DLA Piper’s Technology and Strategic Sourcing team recently completed a circa £275 million transformative networks and telephony deal for one of its key clients (one of the UK’s largest financial institutions), which utilised an innovative negotiation method known as ‘applied game theory’ in order to carry out the final negotiation stage of the procurement process. In this paper we compare this applied game theory approach to more traditional negotiation methodologies, seeking to reflect on its advantages, disadvantages and common pitfalls, and set out some tips for anyone else looking to use this method of procurement.
Applied Game Theory vs ‘traditional’ negotiation methodologies
Any contract negotiation methodology should aim to: (i) deliver a ‘good’ agreement which is robust but not excessively burdensome for either party, (ii) be efficient in terms of time taken and effort required, and (iii) improve or at the very least maintain existing vendor-customer relationships. A traditional, large-scale multi-bidder negotiation would usually involve the issuing of a request for proposal (“RFP”) pack, following which bidders would respond with a mark-up of the contract together with any other relevant documents. An initial comparison of bidders’ positions would then be undertaken by the customer. Depending upon the customer’s specific procurement requirements (cost, time, resource etc.), parallel negotiations between the customer and the multiple bidders would then normally ensue, with down-selection(s) made as the negotiations progress based on a set of pre-defined evaluation and scoring criteria. Remaining bidders might then be required to submit a best and final offer (“BAFO”) before a final contract award is made. In preparing for a negotiation, we often advise our clients to ensure that they also have a minimum viable position (“MVP”) that would be acceptable as a basis to move to concluded contracts, and a best alternative to a negotiated agreement (“BATNA”) in the event that an agreement cannot be reached via the negotiation.

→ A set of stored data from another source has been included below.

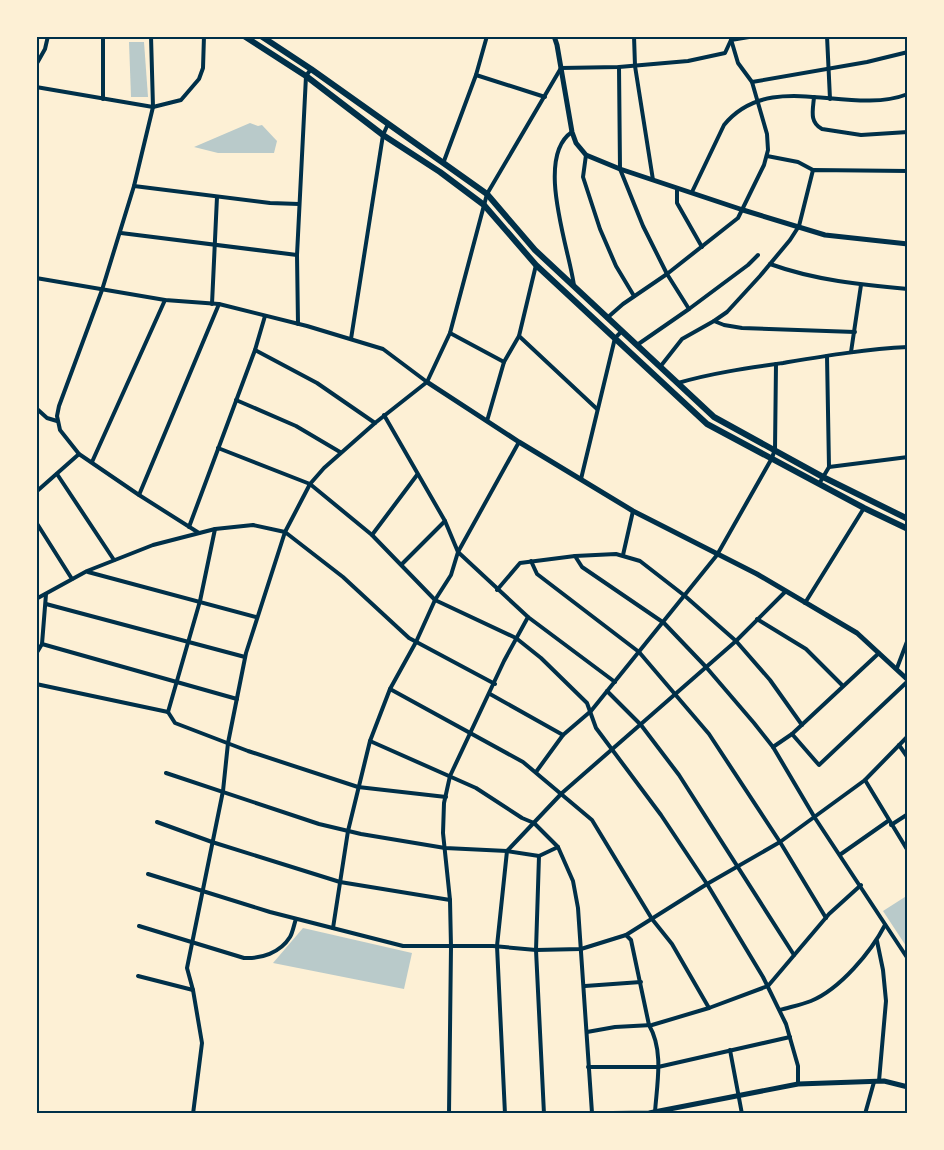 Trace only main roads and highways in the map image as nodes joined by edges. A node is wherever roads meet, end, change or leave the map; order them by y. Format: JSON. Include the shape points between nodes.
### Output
{"nodes":[{"id":1,"x":244,"y":36,"type":"edge"},
{"id":2,"x":261,"y":36,"type":"edge"},
{"id":3,"x":908,"y":519,"type":"edge"},
{"id":4,"x":908,"y":529,"type":"edge"}],
"edges":[{"from":1,"to":4,"type":"main road","via":[[484,205],[536,265],[707,424]]},
{"from":2,"to":3,"type":"main road","via":[[488,194],[535,250],[714,417]]}]}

Game theory can fit within such an approach but in effect replaces the BAFO stage and instead involves the scientific modelling of the interactions between different self-interested parties (the ‘players’), and sets out clear ‘rules’ for a game (in this context, a negotiation) in which the players ‘play’ against each other, with the ‘winner’ then ending up being awarded the relevant contract. The clearly defined rules and processes create a forum in which the behaviours of the different players can steer others and be steered towards a more desirable outcome, adding more structure and transparency, and reducing the risk to a procurement process.
Game theory in practice
We initially adhered to the more ‘traditional’ negotiation process detailed above, up until the point at which there were no remaining ‘deal breakers’ but a number of material issues remained. At this point, ‘traditional’ negotiations and documents were ‘frozen’ as preparations were made to enter into the applied game theory process.
All parties were briefed as to how the process would be run and were required to formally accept the pre-defined process (devised by the third party consultants) and its outcome. Each of the client’s project workstreams (Commercial, Technical, Finance, Transition & Transformation and Legal) were required to categorise all outstanding issues with the remaining three bidders into ‘material’, ‘nice-to have’, and ‘non-material’ buckets. Those issues deemed ‘material’ were allocated a financial penalty (GBP value) determined by the relevant workstream and moderated across the piece. Conversely, any particularly impressive or favourable elements of a bidder’s proposal (e.g. a particularly innovative solution) were awarded bonuses with a negative financial value (in GBP). These bonuses and penalties were then combined and applied to each bidder’s financial offer/pricing, so as to then produce an adjusted ‘comparison price’, which was said to represent the ‘true’ value of the contract, having taken into account any key issues or bonuses in the bidder’s overall proposal as well as the actual contract price.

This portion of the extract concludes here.